### Abstract

Mathematical expressions are obtained for the response function corresponding to an instantaneous pulse of current injected to a single dendritic branch in a branched dendritic neuron model. The theoretical model aasumes passive membrane properties and the equivalent cylinder constraint on branch diameters. The response function when used in a convolution formula enables one to compute the voltage transient at any specified point in the dendritic tree for an arbitary current injection at a given input location. A particular numerical example, for a brief current injection at a branch terminal, illustrates the attenuation and delay characteristics of the depolarization peak as it spreads throughout the neuron model.
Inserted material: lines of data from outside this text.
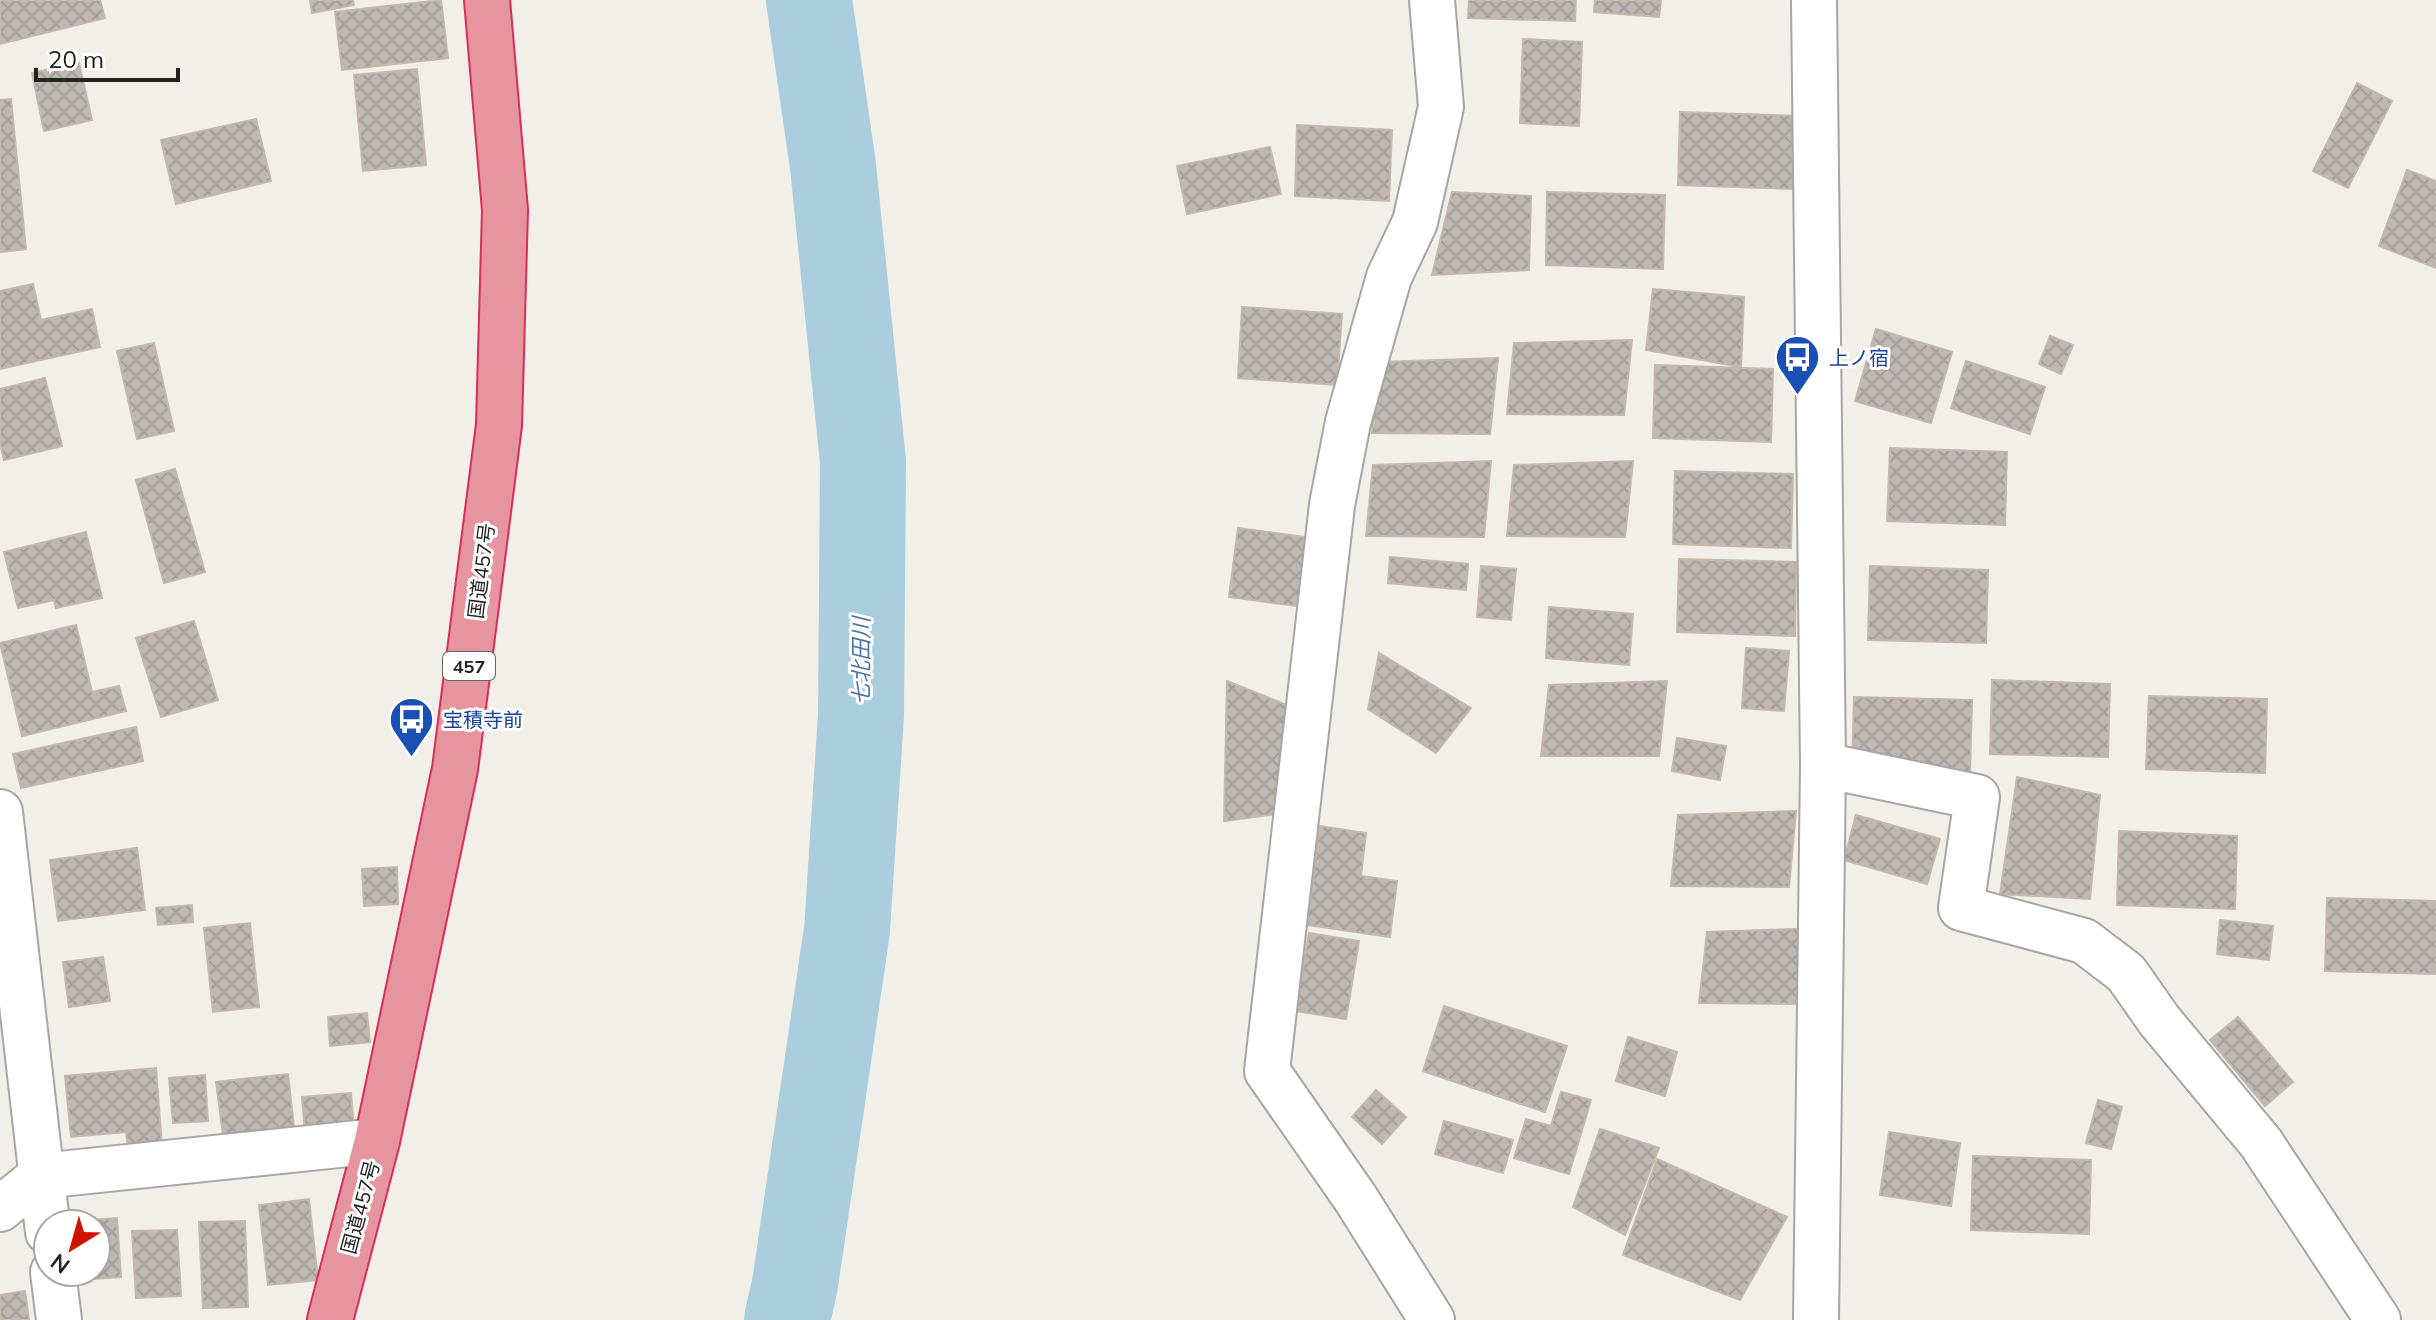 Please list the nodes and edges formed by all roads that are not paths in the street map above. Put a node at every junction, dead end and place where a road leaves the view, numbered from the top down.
1 (487, 0) edge
2 (1432, 0) edge
3 (1814, 0) edge
4 (1823, 765) junction
5 (0, 812) edge
6 (377, 1141) junction
7 (41, 1176) junction
8 (45, 1208) edge
9 (0, 1209) edge
10 (55, 1288) edge
11 (59, 1320) edge
12 (330, 1320) edge
13 (1432, 1320) edge
14 (1816, 1320) edge
15 (2378, 1320) edge

1 - 6 highway, 国道457号 / 457
2 - 13 street
3 - 4 street
4 - 14 street
4 - 15 street
5 - 7 street
6 - 7 street
6 - 12 highway, 国道457号 / 457
7 - 8 street
7 - 9 street
10 - 11 street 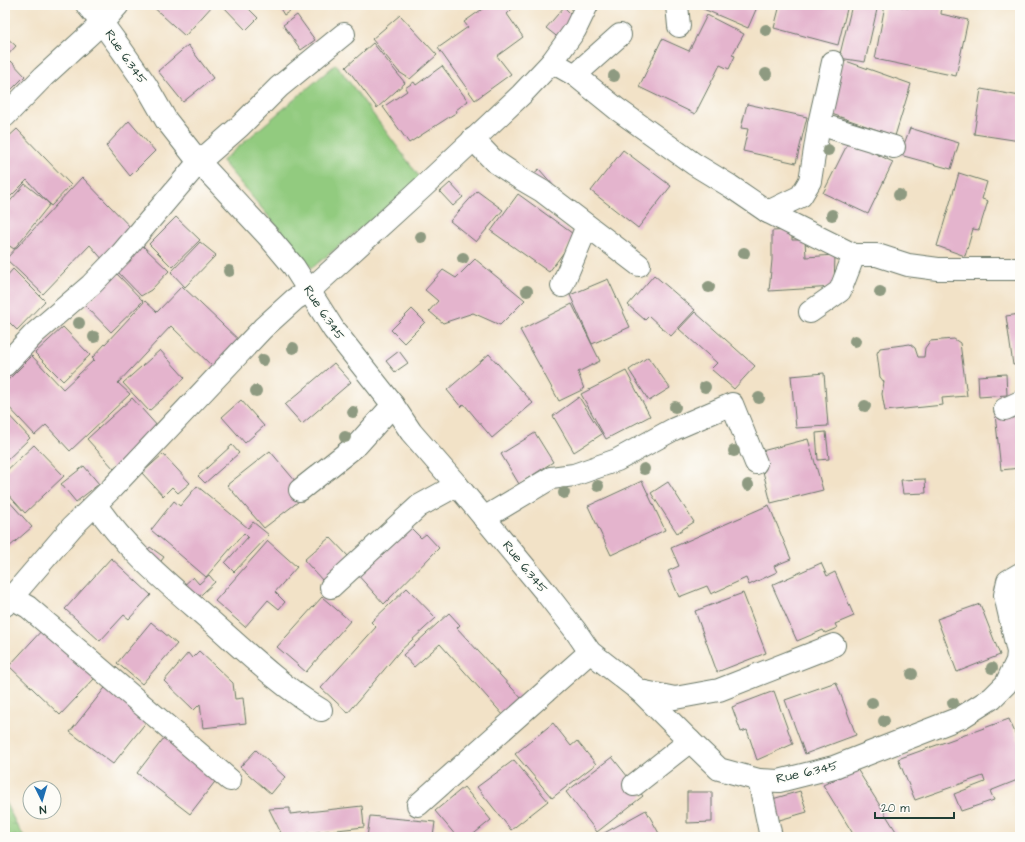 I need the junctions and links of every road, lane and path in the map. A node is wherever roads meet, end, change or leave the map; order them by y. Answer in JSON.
{"nodes":[{"id":1,"x":87,"y":5,"type":"edge"},
{"id":2,"x":118,"y":5,"type":"edge"},
{"id":3,"x":587,"y":5,"type":"edge"},
{"id":4,"x":677,"y":5,"type":"edge"},
{"id":5,"x":102,"y":23,"type":"junction"},
{"id":6,"x":679,"y":26,"type":"dead end"},
{"id":7,"x":344,"y":34,"type":"dead end"},
{"id":8,"x":620,"y":35,"type":"dead end"},
{"id":9,"x":552,"y":62,"type":"junction"},
{"id":10,"x":834,"y":62,"type":"dead end"},
{"id":11,"x":575,"y":75,"type":"junction"},
{"id":12,"x":5,"y":116,"type":"edge"},
{"id":13,"x":819,"y":124,"type":"junction"},
{"id":14,"x":473,"y":139,"type":"junction"},
{"id":15,"x":894,"y":147,"type":"dead end"},
{"id":16,"x":199,"y":162,"type":"junction"},
{"id":17,"x":768,"y":212,"type":"junction"},
{"id":18,"x":587,"y":226,"type":"junction"},
{"id":19,"x":854,"y":255,"type":"junction"},
{"id":20,"x":639,"y":265,"type":"dead end"},
{"id":21,"x":1020,"y":269,"type":"edge"},
{"id":22,"x":562,"y":286,"type":"dead end"},
{"id":23,"x":309,"y":291,"type":"junction"},
{"id":24,"x":810,"y":312,"type":"dead end"},
{"id":25,"x":5,"y":365,"type":"edge"},
{"id":26,"x":393,"y":405,"type":"junction"},
{"id":27,"x":756,"y":463,"type":"dead end"},
{"id":28,"x":457,"y":485,"type":"junction"},
{"id":29,"x":300,"y":490,"type":"dead end"},
{"id":30,"x":96,"y":505,"type":"junction"},
{"id":31,"x":484,"y":518,"type":"junction"},
{"id":32,"x":1020,"y":574,"type":"edge"},
{"id":33,"x":331,"y":587,"type":"dead end"},
{"id":34,"x":13,"y":601,"type":"edge"},
{"id":35,"x":5,"y":619,"type":"edge"},
{"id":36,"x":834,"y":646,"type":"dead end"},
{"id":37,"x":590,"y":652,"type":"junction"},
{"id":38,"x":640,"y":691,"type":"junction"},
{"id":39,"x":321,"y":710,"type":"dead end"},
{"id":40,"x":690,"y":741,"type":"junction"},
{"id":41,"x":230,"y":780,"type":"dead end"},
{"id":42,"x":759,"y":780,"type":"junction"},
{"id":43,"x":634,"y":785,"type":"dead end"},
{"id":44,"x":418,"y":804,"type":"dead end"},
{"id":45,"x":771,"y":837,"type":"edge"}],
"edges":[{"from":1,"to":5,"type":"street","name":"Rue 6.345"},
{"from":2,"to":5,"type":"street"},
{"from":3,"to":9,"type":"street"},
{"from":4,"to":6,"type":"street"},
{"from":5,"to":12,"type":"street"},
{"from":5,"to":16,"type":"street","name":"Rue 6.345"},
{"from":7,"to":16,"type":"street"},
{"from":8,"to":11,"type":"street"},
{"from":9,"to":11,"type":"street"},
{"from":9,"to":14,"type":"street"},
{"from":10,"to":13,"type":"street"},
{"from":11,"to":17,"type":"street"},
{"from":13,"to":15,"type":"street"},
{"from":13,"to":17,"type":"street"},
{"from":14,"to":18,"type":"street"},
{"from":14,"to":23,"type":"street"},
{"from":16,"to":23,"type":"street","name":"Rue 6.345"},
{"from":16,"to":25,"type":"street"},
{"from":17,"to":19,"type":"street"},
{"from":18,"to":20,"type":"street"},
{"from":18,"to":22,"type":"street"},
{"from":19,"to":21,"type":"street"},
{"from":19,"to":24,"type":"street"},
{"from":23,"to":26,"type":"street","name":"Rue 6.345"},
{"from":23,"to":30,"type":"street"},
{"from":26,"to":28,"type":"street","name":"Rue 6.345"},
{"from":26,"to":29,"type":"street"},
{"from":27,"to":31,"type":"street"},
{"from":28,"to":31,"type":"street","name":"Rue 6.345"},
{"from":28,"to":33,"type":"street"},
{"from":30,"to":34,"type":"street"},
{"from":30,"to":39,"type":"street"},
{"from":31,"to":37,"type":"street","name":"Rue 6.345"},
{"from":32,"to":42,"type":"street","name":"Rue 6.345"},
{"from":34,"to":35,"type":"street"},
{"from":34,"to":41,"type":"street"},
{"from":36,"to":38,"type":"street"},
{"from":37,"to":38,"type":"street","name":"Rue 6.345"},
{"from":37,"to":44,"type":"street"},
{"from":38,"to":40,"type":"street","name":"Rue 6.345"},
{"from":40,"to":42,"type":"street","name":"Rue 6.345"},
{"from":40,"to":43,"type":"street"},
{"from":42,"to":45,"type":"street"}]}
In contrast to the severe attenuation of voltage transients from branch input sites to the soma, the fraction of total input charge actually delivered to the soma and other trees is calculated to be about one half. This fraction is independent of the input time course. Other numerical examples, which compare a branch terminal input site with a soma input site, demonstrate that, for a given transient current injection, the peak depolarization is not proportional to the input resistance at the injection site and, for a given synaptic conductance transient, the effective synaptic driving potential can be significantly reduced, resulting in less synaptic current flow and charge, for a branch input site. Also, for the synaptic case, the 2 inputs are compared on the basis of excitatory postsynaptic potential seen at the soma and the total charge delivered to the soma.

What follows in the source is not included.